Tech veteran Ellen Leanse to female founders: Stop adding “just” and start adding impact.
A few months into the three-plus years I spent at Eastwick, a Silicon Valley tech strategic communications agency, I noticed something: the frequency with which the word “just” appeared in email and conversation.
Everyone at Eastwick was whip-smart and wired for success. The culture elicited high standards, impact, and accountability. “Type A” set the tone, led by Type A-in-Chief Barbara Bates, a proven entrepreneur and hard-driving, don’t-mince-words business leader. So the frequent appearance of “just” somehow ruffled my feathers. It seemed inconsistent with clarity I experienced at Eastwick, and it made me curious.
I wondered if the high ratio of female to male employees had something to do with it.
I arrived at Eastwick directly from Google, which had a more traditional gender mix, and where I didn’t seem to hear “just” nearly as much. “It’s your imagination,” I told myself. Yet after a while I knew it was real: that “just” just kept showing up in too many emails, meetings, and conversations.
“I just wanted to check in on…”
“Just seeing if you’d decided between….”
“If you can just give me an answer, then…”
“I’m just following up on…”
I started paying attention, at work and beyond. It didn’t take long to sense something I hadn’t noticed before: women used “just” a lot more often than men. It was a hunch – I had no data. Yet even if it was selective listening, it seemed I was hearing “just” three to four times more frequently from women than from men.
It hit me that there was something about the word I didn’t like. It was a “permission” word, in a way – a warm-up to a request, an apology for interrupting, a shy knock on a door before asking “Can I get something I need from you?”

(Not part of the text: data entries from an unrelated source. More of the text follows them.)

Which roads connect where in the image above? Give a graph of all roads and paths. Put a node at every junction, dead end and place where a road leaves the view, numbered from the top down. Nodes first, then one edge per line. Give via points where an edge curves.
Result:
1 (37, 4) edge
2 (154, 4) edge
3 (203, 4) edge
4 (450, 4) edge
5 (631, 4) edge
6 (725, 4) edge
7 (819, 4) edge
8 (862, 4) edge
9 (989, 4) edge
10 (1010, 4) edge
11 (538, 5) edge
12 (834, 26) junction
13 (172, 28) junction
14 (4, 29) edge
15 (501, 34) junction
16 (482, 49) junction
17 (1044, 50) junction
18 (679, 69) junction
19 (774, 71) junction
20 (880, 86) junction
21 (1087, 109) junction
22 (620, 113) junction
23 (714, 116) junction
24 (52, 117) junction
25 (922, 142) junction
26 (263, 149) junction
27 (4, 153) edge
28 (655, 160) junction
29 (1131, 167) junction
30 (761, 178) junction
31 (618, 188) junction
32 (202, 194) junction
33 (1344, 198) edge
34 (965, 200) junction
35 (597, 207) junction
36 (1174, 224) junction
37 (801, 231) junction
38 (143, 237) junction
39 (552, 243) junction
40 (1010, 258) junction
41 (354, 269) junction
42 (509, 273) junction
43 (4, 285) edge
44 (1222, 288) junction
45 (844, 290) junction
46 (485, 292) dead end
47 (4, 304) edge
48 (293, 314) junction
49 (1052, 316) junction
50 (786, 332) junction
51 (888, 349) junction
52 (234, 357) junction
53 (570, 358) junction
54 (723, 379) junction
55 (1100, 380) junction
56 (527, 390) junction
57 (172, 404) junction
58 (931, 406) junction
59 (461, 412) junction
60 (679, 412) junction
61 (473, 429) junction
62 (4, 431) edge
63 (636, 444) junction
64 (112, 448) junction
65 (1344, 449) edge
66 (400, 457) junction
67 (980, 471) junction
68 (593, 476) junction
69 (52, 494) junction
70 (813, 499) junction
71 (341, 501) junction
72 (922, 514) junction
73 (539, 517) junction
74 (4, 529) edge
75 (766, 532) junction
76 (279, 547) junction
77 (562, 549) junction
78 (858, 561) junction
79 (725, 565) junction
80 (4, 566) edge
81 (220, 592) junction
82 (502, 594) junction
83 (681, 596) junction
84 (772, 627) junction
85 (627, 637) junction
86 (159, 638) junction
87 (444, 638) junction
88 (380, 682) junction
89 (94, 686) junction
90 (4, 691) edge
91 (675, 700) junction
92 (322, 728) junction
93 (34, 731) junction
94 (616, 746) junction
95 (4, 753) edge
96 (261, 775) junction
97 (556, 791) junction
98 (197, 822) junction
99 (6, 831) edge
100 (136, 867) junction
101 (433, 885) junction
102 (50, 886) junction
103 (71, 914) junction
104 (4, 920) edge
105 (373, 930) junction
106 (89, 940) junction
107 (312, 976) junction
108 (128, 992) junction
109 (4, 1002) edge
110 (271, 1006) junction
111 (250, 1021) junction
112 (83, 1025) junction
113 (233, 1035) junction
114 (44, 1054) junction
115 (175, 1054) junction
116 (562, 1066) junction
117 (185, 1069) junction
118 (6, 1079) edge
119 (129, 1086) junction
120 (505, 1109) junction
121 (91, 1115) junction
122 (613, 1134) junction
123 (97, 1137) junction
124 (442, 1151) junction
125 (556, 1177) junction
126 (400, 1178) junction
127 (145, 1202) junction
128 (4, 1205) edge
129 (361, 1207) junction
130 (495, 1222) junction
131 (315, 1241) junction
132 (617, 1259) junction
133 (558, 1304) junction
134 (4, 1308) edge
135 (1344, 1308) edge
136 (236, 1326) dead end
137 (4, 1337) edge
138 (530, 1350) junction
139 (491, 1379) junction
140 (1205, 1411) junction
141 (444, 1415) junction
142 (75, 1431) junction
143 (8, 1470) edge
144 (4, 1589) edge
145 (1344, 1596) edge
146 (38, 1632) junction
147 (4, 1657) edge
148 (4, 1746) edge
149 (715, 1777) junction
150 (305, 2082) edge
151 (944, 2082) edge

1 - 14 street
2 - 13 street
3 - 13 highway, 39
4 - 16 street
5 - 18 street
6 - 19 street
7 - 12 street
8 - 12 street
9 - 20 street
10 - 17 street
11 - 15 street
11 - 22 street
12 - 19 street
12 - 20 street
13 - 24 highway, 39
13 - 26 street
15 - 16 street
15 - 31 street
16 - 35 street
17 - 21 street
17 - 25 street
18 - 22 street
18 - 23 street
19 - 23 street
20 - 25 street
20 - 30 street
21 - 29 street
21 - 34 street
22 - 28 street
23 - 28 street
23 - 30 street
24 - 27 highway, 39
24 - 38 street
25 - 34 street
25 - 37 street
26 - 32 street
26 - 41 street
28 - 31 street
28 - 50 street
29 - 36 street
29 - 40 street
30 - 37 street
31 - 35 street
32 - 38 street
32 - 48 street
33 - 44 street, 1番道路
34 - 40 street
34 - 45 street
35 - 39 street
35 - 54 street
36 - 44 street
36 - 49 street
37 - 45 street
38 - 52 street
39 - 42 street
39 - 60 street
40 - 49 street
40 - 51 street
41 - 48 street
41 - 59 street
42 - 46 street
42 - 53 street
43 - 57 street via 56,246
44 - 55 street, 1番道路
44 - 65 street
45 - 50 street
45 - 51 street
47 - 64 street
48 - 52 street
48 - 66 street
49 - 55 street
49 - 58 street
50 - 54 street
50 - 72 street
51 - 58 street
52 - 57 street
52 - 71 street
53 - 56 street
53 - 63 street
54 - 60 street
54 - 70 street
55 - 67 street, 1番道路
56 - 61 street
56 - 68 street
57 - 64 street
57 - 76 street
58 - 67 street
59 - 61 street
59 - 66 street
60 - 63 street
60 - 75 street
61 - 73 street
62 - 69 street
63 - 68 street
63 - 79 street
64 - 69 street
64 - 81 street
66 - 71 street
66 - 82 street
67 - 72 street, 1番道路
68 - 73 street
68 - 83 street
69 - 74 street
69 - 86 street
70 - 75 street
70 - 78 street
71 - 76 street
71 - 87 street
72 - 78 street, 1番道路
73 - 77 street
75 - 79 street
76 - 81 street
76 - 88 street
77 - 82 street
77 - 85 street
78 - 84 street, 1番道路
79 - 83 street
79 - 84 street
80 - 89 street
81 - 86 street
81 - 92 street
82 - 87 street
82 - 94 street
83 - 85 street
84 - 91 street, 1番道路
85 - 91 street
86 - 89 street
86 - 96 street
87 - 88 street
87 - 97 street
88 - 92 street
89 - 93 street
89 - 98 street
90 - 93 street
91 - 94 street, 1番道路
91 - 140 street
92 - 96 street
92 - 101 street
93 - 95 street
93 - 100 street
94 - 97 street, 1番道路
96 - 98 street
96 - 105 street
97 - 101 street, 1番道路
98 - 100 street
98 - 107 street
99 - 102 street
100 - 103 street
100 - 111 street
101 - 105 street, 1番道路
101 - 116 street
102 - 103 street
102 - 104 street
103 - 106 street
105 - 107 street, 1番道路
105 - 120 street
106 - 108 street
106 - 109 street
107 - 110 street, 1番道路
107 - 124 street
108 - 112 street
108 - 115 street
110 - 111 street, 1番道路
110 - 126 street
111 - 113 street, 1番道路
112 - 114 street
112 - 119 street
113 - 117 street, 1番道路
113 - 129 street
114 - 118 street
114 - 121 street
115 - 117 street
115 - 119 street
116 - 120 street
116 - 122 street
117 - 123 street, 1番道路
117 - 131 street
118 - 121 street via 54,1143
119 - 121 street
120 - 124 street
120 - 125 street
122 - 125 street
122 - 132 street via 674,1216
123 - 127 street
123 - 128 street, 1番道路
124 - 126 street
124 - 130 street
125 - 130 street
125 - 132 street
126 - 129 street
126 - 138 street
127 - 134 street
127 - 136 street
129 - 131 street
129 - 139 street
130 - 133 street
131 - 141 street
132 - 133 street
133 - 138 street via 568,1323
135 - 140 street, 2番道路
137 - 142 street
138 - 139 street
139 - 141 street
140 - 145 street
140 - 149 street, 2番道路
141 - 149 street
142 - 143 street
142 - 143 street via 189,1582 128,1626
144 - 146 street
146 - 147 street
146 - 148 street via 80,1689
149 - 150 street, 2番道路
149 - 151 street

The more I thought about it, the more I realized that it was a “child” word, to riff Transactional Analysis. As such it put the conversation partner into the “parent” position, granting them more authority and control. And that “just” didn’t make sense.
I am all about respectful communication. Yet I began to notice that “just” wasn’t about being polite: it was a subtle message of subordination, of deference. Sometimes it was self-effacing. Sometimes even duplicitous. As I started really listening, I realized that striking it from a phrase almost always clarified and strengthened the message.
And as I began to pay attention, I was shocked – believe me – at how often I used the word.
At Eastwick, people weren’t shy about coaching each other: we all worked hard to better our skills. So I let a memo fly about the “J” word and suggested a moratorium on using it. We talked about what it seemed to imply (everyone agreed) and how different that message was from the way we saw ourselves: trusted advisors, true partners, win-win champions of our clients’ success.
As a team, we started noticing when and how we used “just” and outing each other when we slipped. Over time, frequency diminished. And as it did we felt a change in our communication – even our confidence. We didn’t dilute our messages with a word that weakened them.
It was subtle, but small changes can spark big differences. I believe it helped strengthen our conviction, better reflecting the decisiveness, preparedness, and impact that reflected our brand.
Yet “just” still bugged me. Sure, I’d had my little experiment with friends. But I’d acted on a hunch, maybe right, maybe wrong.
So I ran a test in the real world.
In a room full of young entrepreneurs, a nice even mix of men and women, I asked two people – a guy and a girl – to each spend three minutes speaking about their startups. I asked them to leave the room to prepare, and while they were gone I asked the audience to secretly tally the number of times they each said the word “Just.”
Sarah went first. Pens moved pretty briskly in the audience’s hands. Some tallied five, some six. When Paul spoke, the pen moved…once. Even the speakers were blown away when we revealed that count.
Now, that’s not research: it’s a mere MVP of a test that likely merits more inquiry, but we all have other work to do.
Plus, maybe now that you’ve read this, you’ll heighten your awareness of that word and find clearer, more confident ways of making your ideas known. In other words, help take the “J Count” down. Take the word out of your sentences and see if you note a difference in your clarity – and even the beliefs that fuel the things you say.
It’s actually easy, once you start paying attention. Like it?
If so, then, to riff Nike: well….”Do it.”
Do you need to prune “Just” from your communications?